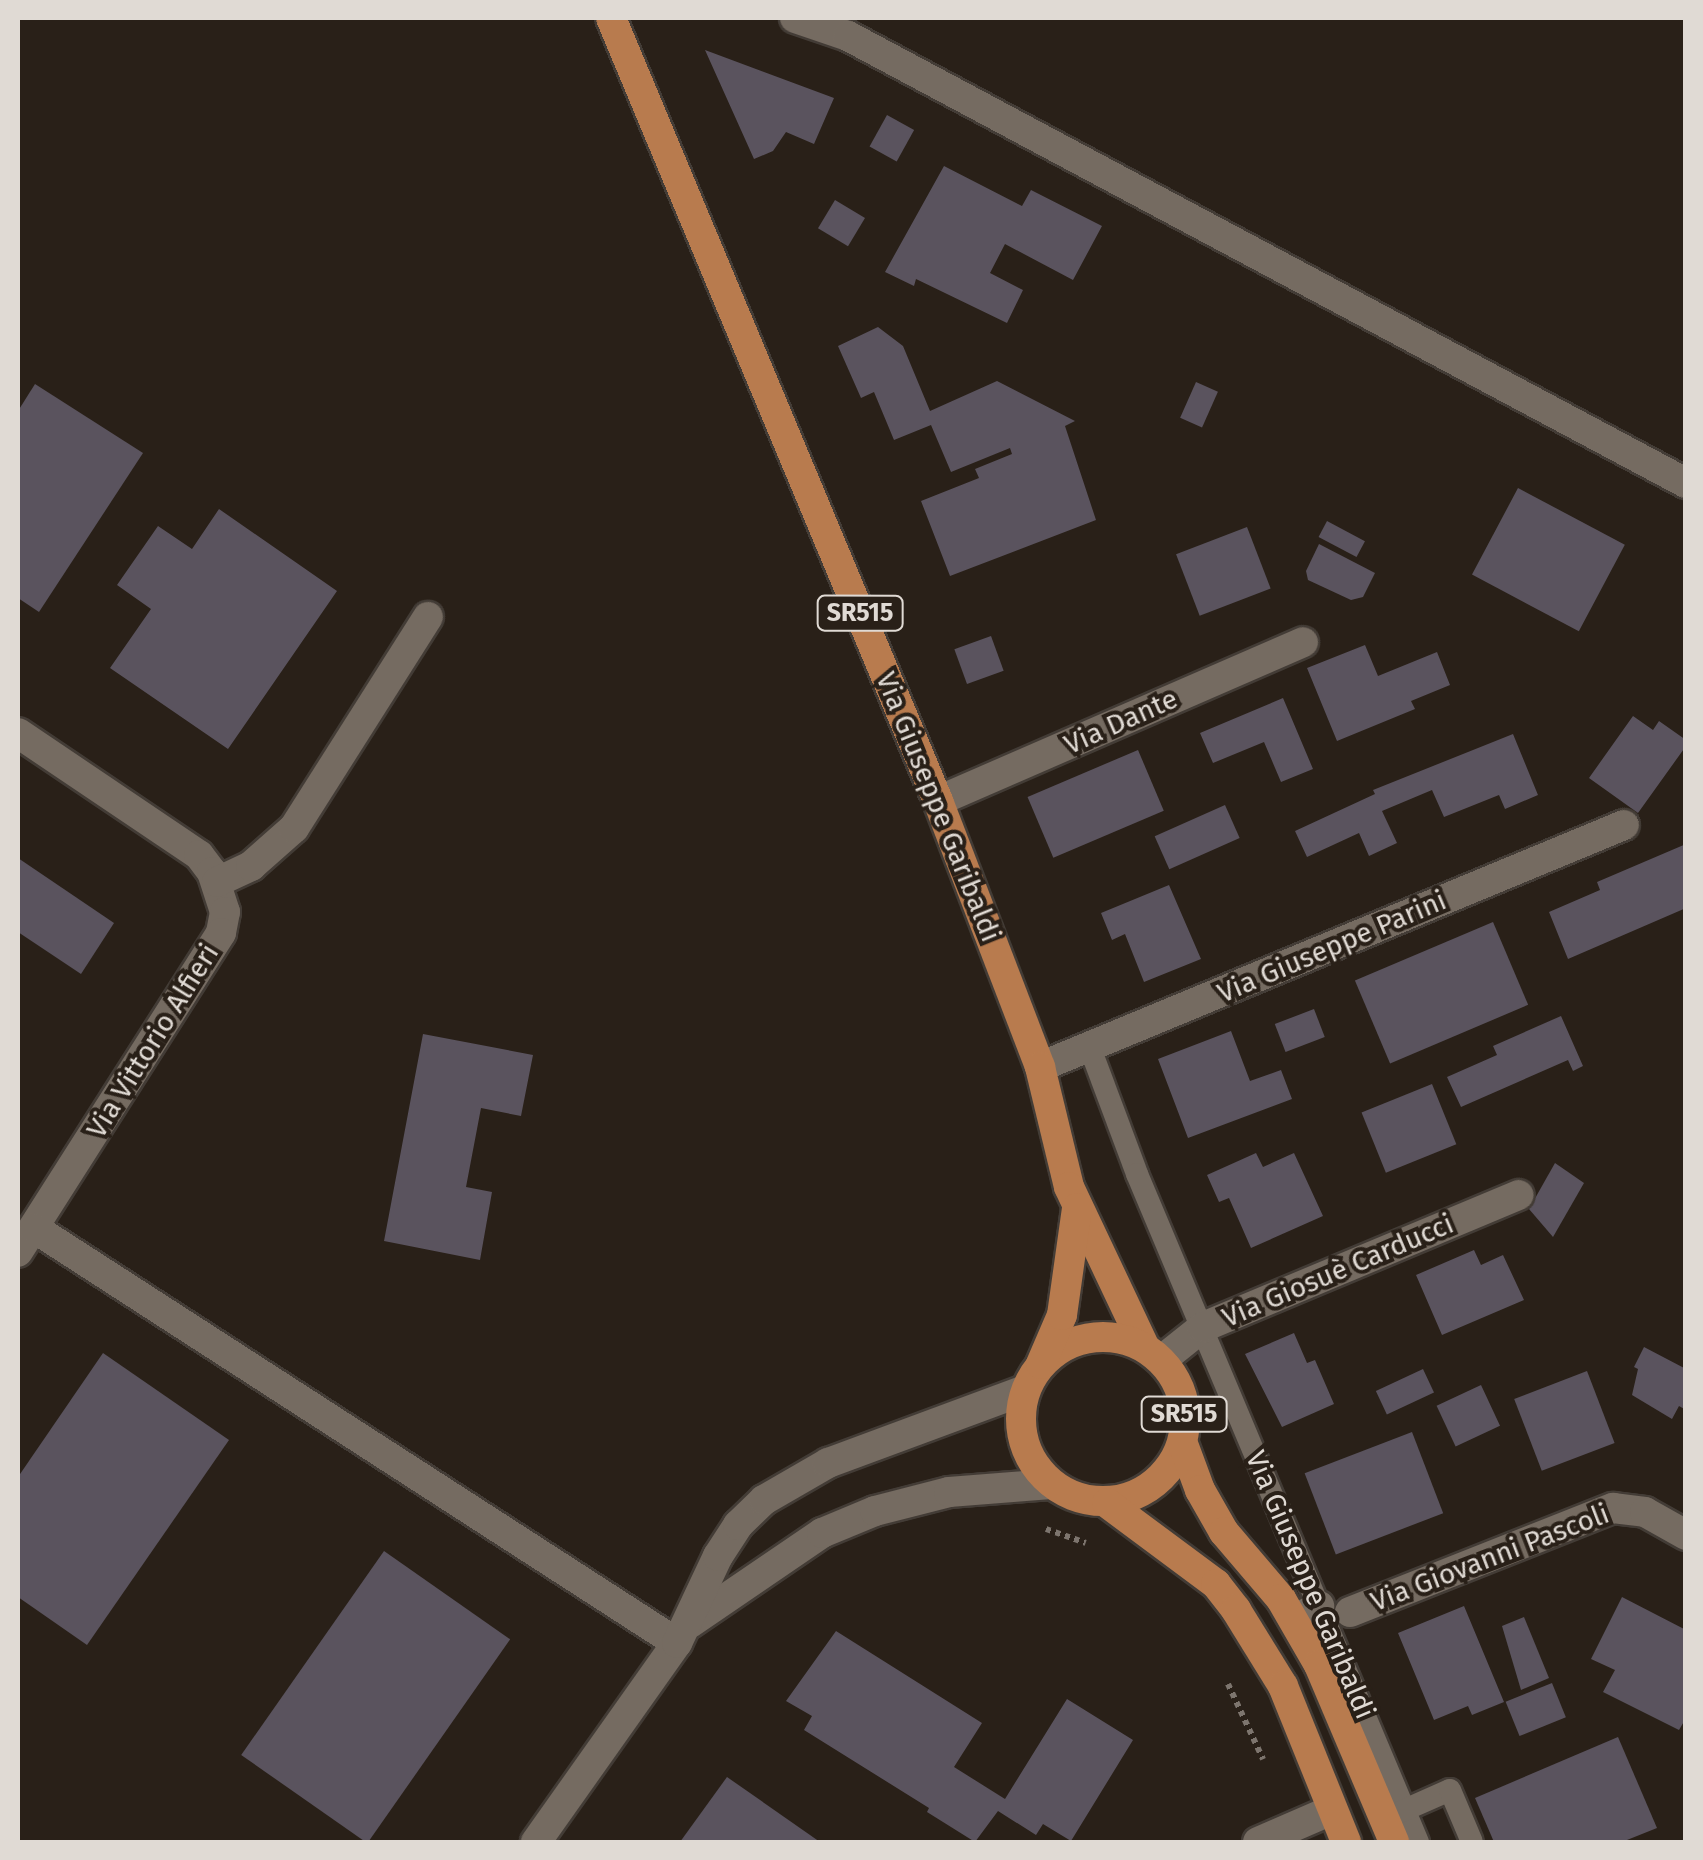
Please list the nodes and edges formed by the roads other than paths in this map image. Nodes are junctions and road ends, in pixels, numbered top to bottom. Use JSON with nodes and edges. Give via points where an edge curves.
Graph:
{"nodes":[{"id":1,"x":795,"y":18,"type":"edge"},
{"id":2,"x":621,"y":21,"type":"edge"},
{"id":3,"x":1686,"y":483,"type":"edge"},
{"id":4,"x":428,"y":617,"type":"dead end"},
{"id":5,"x":1304,"y":642,"type":"dead end"},
{"id":6,"x":18,"y":733,"type":"edge"},
{"id":7,"x":938,"y":801,"type":"junction"},
{"id":8,"x":1624,"y":825,"type":"dead end"},
{"id":9,"x":217,"y":882,"type":"junction"},
{"id":10,"x":1090,"y":1048,"type":"junction"},
{"id":11,"x":1040,"y":1068,"type":"junction"},
{"id":12,"x":1520,"y":1194,"type":"dead end"},
{"id":13,"x":1077,"y":1208,"type":"junction"},
{"id":14,"x":23,"y":1233,"type":"edge"},
{"id":15,"x":1203,"y":1327,"type":"junction"},
{"id":16,"x":1153,"y":1352,"type":"junction"},
{"id":17,"x":1041,"y":1364,"type":"junction"},
{"id":18,"x":1025,"y":1390,"type":"junction"},
{"id":19,"x":1183,"y":1444,"type":"junction"},
{"id":20,"x":1051,"y":1484,"type":"junction"},
{"id":21,"x":1107,"y":1503,"type":"junction"},
{"id":22,"x":1686,"y":1535,"type":"edge"},
{"id":23,"x":1350,"y":1612,"type":"dead end"},
{"id":24,"x":1307,"y":1613,"type":"junction"},
{"id":25,"x":684,"y":1633,"type":"junction"},
{"id":26,"x":1332,"y":1810,"type":"junction"},
{"id":27,"x":1394,"y":1823,"type":"edge"},
{"id":28,"x":536,"y":1842,"type":"edge"},
{"id":29,"x":1258,"y":1842,"type":"edge"},
{"id":30,"x":1346,"y":1842,"type":"edge"},
{"id":31,"x":1418,"y":1842,"type":"edge"},
{"id":32,"x":1472,"y":1842,"type":"edge"}],
"edges":[{"from":1,"to":3,"type":"street","via":[[848,36]]},
{"from":2,"to":7,"type":"main road","name":"Via Giuseppe Garibaldi","number":"SR515"},
{"from":4,"to":9,"type":"street","via":[[294,828],[251,866]]},
{"from":5,"to":7,"type":"street","name":"Via Dante"},
{"from":6,"to":9,"type":"street","via":[[199,855]]},
{"from":7,"to":11,"type":"main road","name":"Via Giuseppe Garibaldi","number":"SR515"},
{"from":8,"to":10,"type":"street","name":"Via Giuseppe Parini"},
{"from":9,"to":14,"type":"street","name":"Via Vittorio Alfieri","via":[[225,912],[221,934]]},
{"from":10,"to":11,"type":"street","name":"Via Giuseppe Parini"},
{"from":10,"to":15,"type":"lane","name":"Via Giuseppe Garibaldi"},
{"from":11,"to":13,"type":"main road","name":"Via Giuseppe Garibaldi","number":"SR515"},
{"from":12,"to":15,"type":"street","name":"Via Giosuè Carducci"},
{"from":13,"to":16,"type":"main road","name":"Via Giuseppe Garibaldi","number":"SR515"},
{"from":13,"to":17,"type":"main road","name":"Via Giuseppe Garibaldi","number":"SR515","via":[[1062,1315]]},
{"from":14,"to":25,"type":"street"},
{"from":15,"to":16,"type":"street","name":"Via Giosuè Carducci"},
{"from":15,"to":24,"type":"lane","name":"Via Giuseppe Garibaldi"},
{"from":16,"to":17,"type":"main road","name":"Via Giuseppe Garibaldi","number":"SR515","via":[[1108,1336],[1072,1342]]},
{"from":16,"to":19,"type":"main road","name":"Via Giuseppe Garibaldi","number":"SR515","via":[[1185,1402]]},
{"from":17,"to":18,"type":"main road","name":"Via Giuseppe Garibaldi","number":"SR515"},
{"from":18,"to":20,"type":"main road","via":[[1020,1424],[1029,1457]]},
{"from":18,"to":25,"type":"street","via":[[828,1463],[764,1500],[718,1556]]},
{"from":19,"to":21,"type":"main road","number":"SR515","via":[[1167,1473],[1140,1494]]},
{"from":19,"to":24,"type":"main road","name":"Via Giuseppe Garibaldi","number":"SR515","via":[[1224,1532]]},
{"from":20,"to":21,"type":"main road","via":[[1078,1499]]},
{"from":20,"to":25,"type":"street","via":[[949,1492],[875,1511],[822,1533]]},
{"from":21,"to":26,"type":"main road","via":[[1216,1584],[1236,1610],[1283,1686]]},
{"from":22,"to":23,"type":"street","name":"Via Giovanni Pascoli","via":[[1644,1512],[1613,1508]]},
{"from":24,"to":27,"type":"main road","name":"Via Giuseppe Garibaldi","number":"SR515"},
{"from":25,"to":28,"type":"street"},
{"from":26,"to":29,"type":"street"},
{"from":26,"to":30,"type":"main road"},
{"from":27,"to":31,"type":"lane","name":"Via Giuseppe Garibaldi"},
{"from":27,"to":32,"type":"lane","via":[[1450,1790]]}]}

Work item – The answer must be the full listing above, copied exactly, with no pictures in it.

Answer for this exercise –
Please list the nodes and edges formed by the roads other than paths in this map image. Nodes are junctions and road ends, in pixels, numbered top to bottom. Use JSON with nodes and edges. Give via points where an edge curves.
Graph:
{"nodes":[{"id":1,"x":795,"y":18,"type":"edge"},
{"id":2,"x":621,"y":21,"type":"edge"},
{"id":3,"x":1686,"y":483,"type":"edge"},
{"id":4,"x":428,"y":617,"type":"dead end"},
{"id":5,"x":1304,"y":642,"type":"dead end"},
{"id":6,"x":18,"y":733,"type":"edge"},
{"id":7,"x":938,"y":801,"type":"junction"},
{"id":8,"x":1624,"y":825,"type":"dead end"},
{"id":9,"x":217,"y":882,"type":"junction"},
{"id":10,"x":1090,"y":1048,"type":"junction"},
{"id":11,"x":1040,"y":1068,"type":"junction"},
{"id":12,"x":1520,"y":1194,"type":"dead end"},
{"id":13,"x":1077,"y":1208,"type":"junction"},
{"id":14,"x":23,"y":1233,"type":"edge"},
{"id":15,"x":1203,"y":1327,"type":"junction"},
{"id":16,"x":1153,"y":1352,"type":"junction"},
{"id":17,"x":1041,"y":1364,"type":"junction"},
{"id":18,"x":1025,"y":1390,"type":"junction"},
{"id":19,"x":1183,"y":1444,"type":"junction"},
{"id":20,"x":1051,"y":1484,"type":"junction"},
{"id":21,"x":1107,"y":1503,"type":"junction"},
{"id":22,"x":1686,"y":1535,"type":"edge"},
{"id":23,"x":1350,"y":1612,"type":"dead end"},
{"id":24,"x":1307,"y":1613,"type":"junction"},
{"id":25,"x":684,"y":1633,"type":"junction"},
{"id":26,"x":1332,"y":1810,"type":"junction"},
{"id":27,"x":1394,"y":1823,"type":"edge"},
{"id":28,"x":536,"y":1842,"type":"edge"},
{"id":29,"x":1258,"y":1842,"type":"edge"},
{"id":30,"x":1346,"y":1842,"type":"edge"},
{"id":31,"x":1418,"y":1842,"type":"edge"},
{"id":32,"x":1472,"y":1842,"type":"edge"}],
"edges":[{"from":1,"to":3,"type":"street","via":[[848,36]]},
{"from":2,"to":7,"type":"main road","name":"Via Giuseppe Garibaldi","number":"SR515"},
{"from":4,"to":9,"type":"street","via":[[294,828],[251,866]]},
{"from":5,"to":7,"type":"street","name":"Via Dante"},
{"from":6,"to":9,"type":"street","via":[[199,855]]},
{"from":7,"to":11,"type":"main road","name":"Via Giuseppe Garibaldi","number":"SR515"},
{"from":8,"to":10,"type":"street","name":"Via Giuseppe Parini"},
{"from":9,"to":14,"type":"street","name":"Via Vittorio Alfieri","via":[[225,912],[221,934]]},
{"from":10,"to":11,"type":"street","name":"Via Giuseppe Parini"},
{"from":10,"to":15,"type":"lane","name":"Via Giuseppe Garibaldi"},
{"from":11,"to":13,"type":"main road","name":"Via Giuseppe Garibaldi","number":"SR515"},
{"from":12,"to":15,"type":"street","name":"Via Giosuè Carducci"},
{"from":13,"to":16,"type":"main road","name":"Via Giuseppe Garibaldi","number":"SR515"},
{"from":13,"to":17,"type":"main road","name":"Via Giuseppe Garibaldi","number":"SR515","via":[[1062,1315]]},
{"from":14,"to":25,"type":"street"},
{"from":15,"to":16,"type":"street","name":"Via Giosuè Carducci"},
{"from":15,"to":24,"type":"lane","name":"Via Giuseppe Garibaldi"},
{"from":16,"to":17,"type":"main road","name":"Via Giuseppe Garibaldi","number":"SR515","via":[[1108,1336],[1072,1342]]},
{"from":16,"to":19,"type":"main road","name":"Via Giuseppe Garibaldi","number":"SR515","via":[[1185,1402]]},
{"from":17,"to":18,"type":"main road","name":"Via Giuseppe Garibaldi","number":"SR515"},
{"from":18,"to":20,"type":"main road","via":[[1020,1424],[1029,1457]]},
{"from":18,"to":25,"type":"street","via":[[828,1463],[764,1500],[718,1556]]},
{"from":19,"to":21,"type":"main road","number":"SR515","via":[[1167,1473],[1140,1494]]},
{"from":19,"to":24,"type":"main road","name":"Via Giuseppe Garibaldi","number":"SR515","via":[[1224,1532]]},
{"from":20,"to":21,"type":"main road","via":[[1078,1499]]},
{"from":20,"to":25,"type":"street","via":[[949,1492],[875,1511],[822,1533]]},
{"from":21,"to":26,"type":"main road","via":[[1216,1584],[1236,1610],[1283,1686]]},
{"from":22,"to":23,"type":"street","name":"Via Giovanni Pascoli","via":[[1644,1512],[1613,1508]]},
{"from":24,"to":27,"type":"main road","name":"Via Giuseppe Garibaldi","number":"SR515"},
{"from":25,"to":28,"type":"street"},
{"from":26,"to":29,"type":"street"},
{"from":26,"to":30,"type":"main road"},
{"from":27,"to":31,"type":"lane","name":"Via Giuseppe Garibaldi"},
{"from":27,"to":32,"type":"lane","via":[[1450,1790]]}]}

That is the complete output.